I'm going to repack the lithium batteries into groups of 6 and have 5 columns. That will give me a nice rectangular shape and less fuss when getting a metal containment box made for them. Randy at CanEV gave me enough 8-pack metal straps that I can trim down to size for this task.

By my calculations that should give me a final battery pack that is (WxDxH) 50cm X 40cm x 22cm and weighing 240lbs. Quite compact really. 

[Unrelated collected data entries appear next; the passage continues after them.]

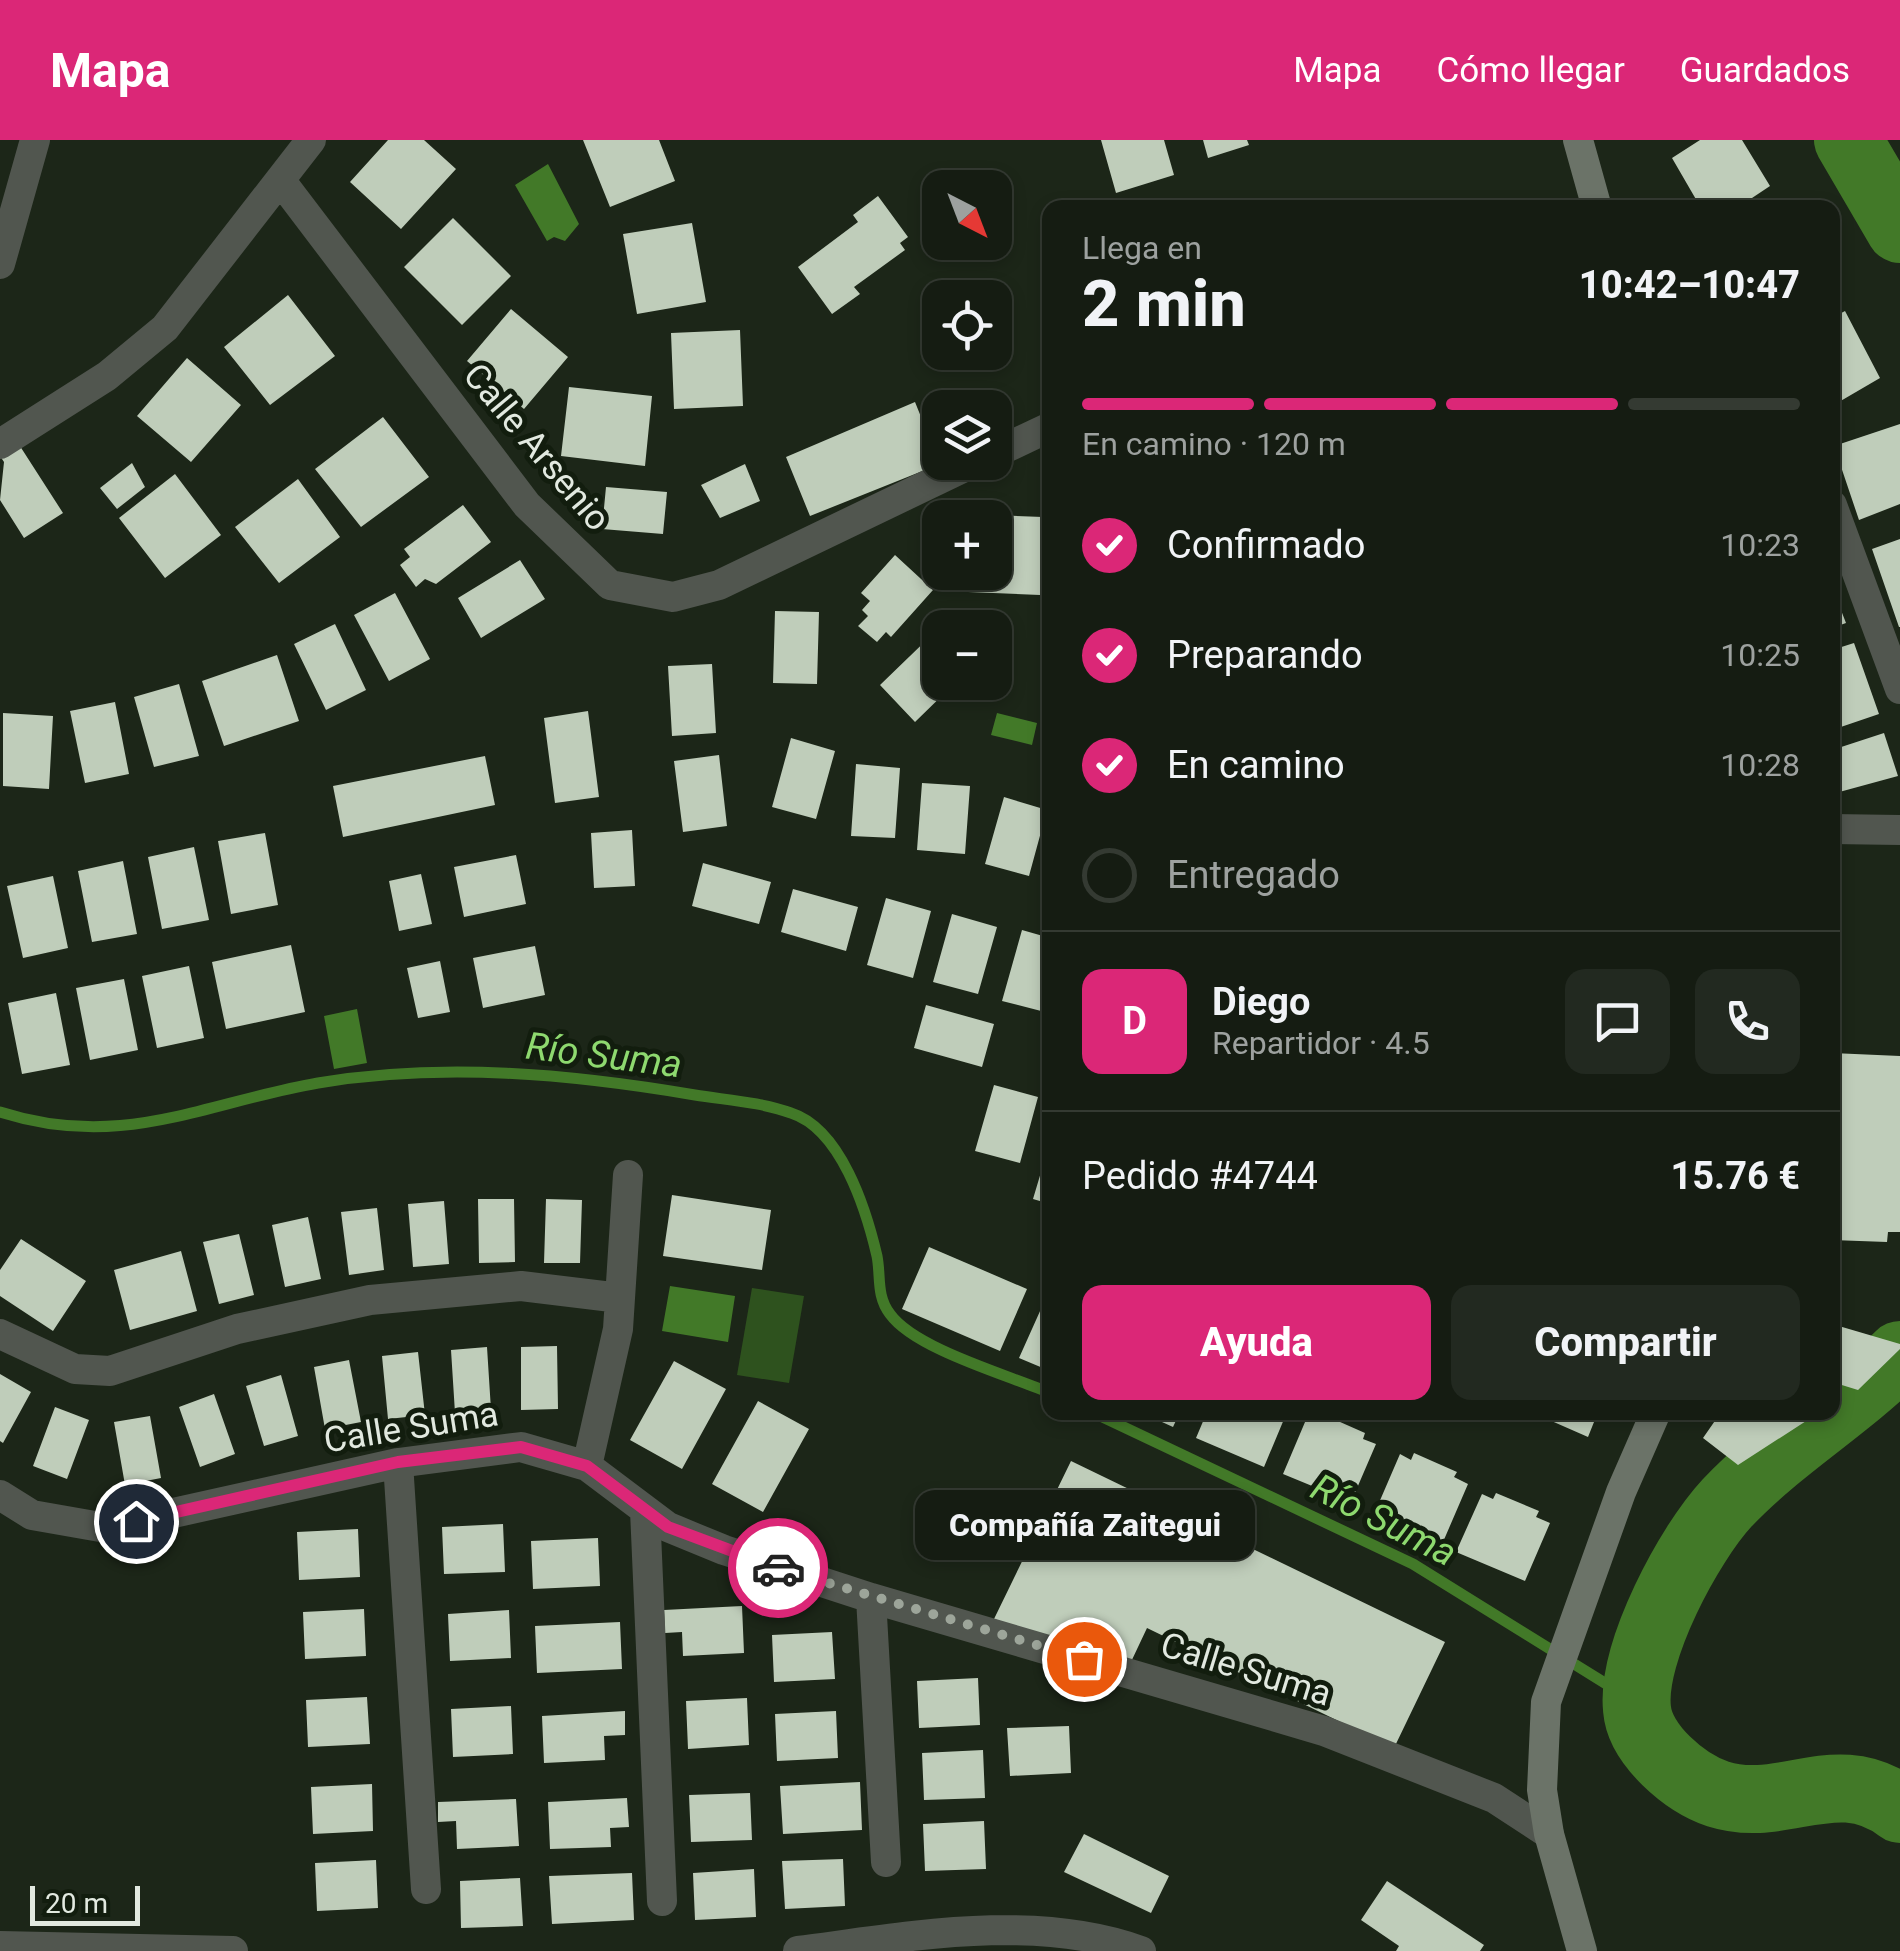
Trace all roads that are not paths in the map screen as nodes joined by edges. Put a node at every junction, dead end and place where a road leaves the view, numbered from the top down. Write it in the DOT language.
graph roads {
  1 [pos="35,140"];
  2 [pos="311,140"];
  3 [pos="1578,140"];
  4 [pos="282,181"];
  5 [pos="1595,200"];
  6 [pos="0,264"];
  7 [pos="1042,432"];
  8 [pos="0,444"];
  9 [pos="1012,445"];
  10 [pos="937,480"];
  11 [pos="1840,527"];
  12 [pos="1900,689"];
  13 [pos="1840,829"];
  14 [pos="1900,830"];
  15 [pos="628,1174"];
  16 [pos="620,1298"];
  17 [pos="0,1334"];
  18 [pos="1653,1420"];
  19 [pos="398,1462"];
  20 [pos="587,1466"];
  21 [pos="0,1495"];
  22 [pos="645,1510"];
  23 [pos="871,1598"];
  24 [pos="1549,1834"];
  25 [pos="886,1862"];
  26 [pos="426,1889"];
  27 [pos="662,1900"];
  28 [pos="0,1946"];
  29 [pos="233,1951"];
  30 [pos="798,1951"];
  31 [pos="1141,1951"];
  32 [pos="1582,1951"];
  1 -- 6 [label="street"];
  2 -- 4 [label="street"];
  3 -- 5 [label="street"];
  4 -- 8 [label="street"];
  4 -- 10 [label="street, Calle Arsenio"];
  7 -- 9 [label="street"];
  11 -- 12 [label="street"];
  13 -- 14 [label="street"];
  15 -- 16 [label="street"];
  16 -- 17 [label="street"];
  16 -- 20 [label="street"];
  18 -- 24 [label="street"];
  19 -- 20 [label="street, Calle Suma"];
  19 -- 21 [label="street, Calle Suma"];
  19 -- 26 [label="street"];
  20 -- 22 [label="street, Calle Suma"];
  22 -- 23 [label="street, Calle Suma"];
  22 -- 27 [label="street"];
  23 -- 24 [label="street, Calle Suma"];
  23 -- 25 [label="street"];
  24 -- 32 [label="street"];
  28 -- 29 [label="street"];
  30 -- 31 [label="street"];
}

I'm still keeping a flicker of hope that I can pack the batteries above the motor and transmission at the front. That would be better as it would keep the weight distribution essentially stock and would free-up the trunk for storage. Under the hood is *tiny* though so I'm really just deluding myself.

Thanks again,
Dylan


----------



## rillip3 (Jun 19, 2009)

I think you could get a significant amount of batteries into the front. It'll be easier to tell with the engine out of the way and the motor in place, but just eyeballing it, I bet you could fit 10-15 minimum in the front. That would help with weight distribution, but could be annoying trying to split the pack. You'll have to make a decision on that which fits your ability and needs.


----------



## Woodsmith (Jun 5, 2008)

antidigerati said:


> By my calculations that should give me a final battery pack that is (WxDxH) 50cm X 40cm x 22cm and weighing 240lbs. Quite compact really.
> Thanks again,
> Dylan


I work it out at about 725x400x220 based on the cell size I have looked up. For a 100ah I was working the basis of 220 high, 145 wide and 65 thick. Maybe we are looking at different suppliers.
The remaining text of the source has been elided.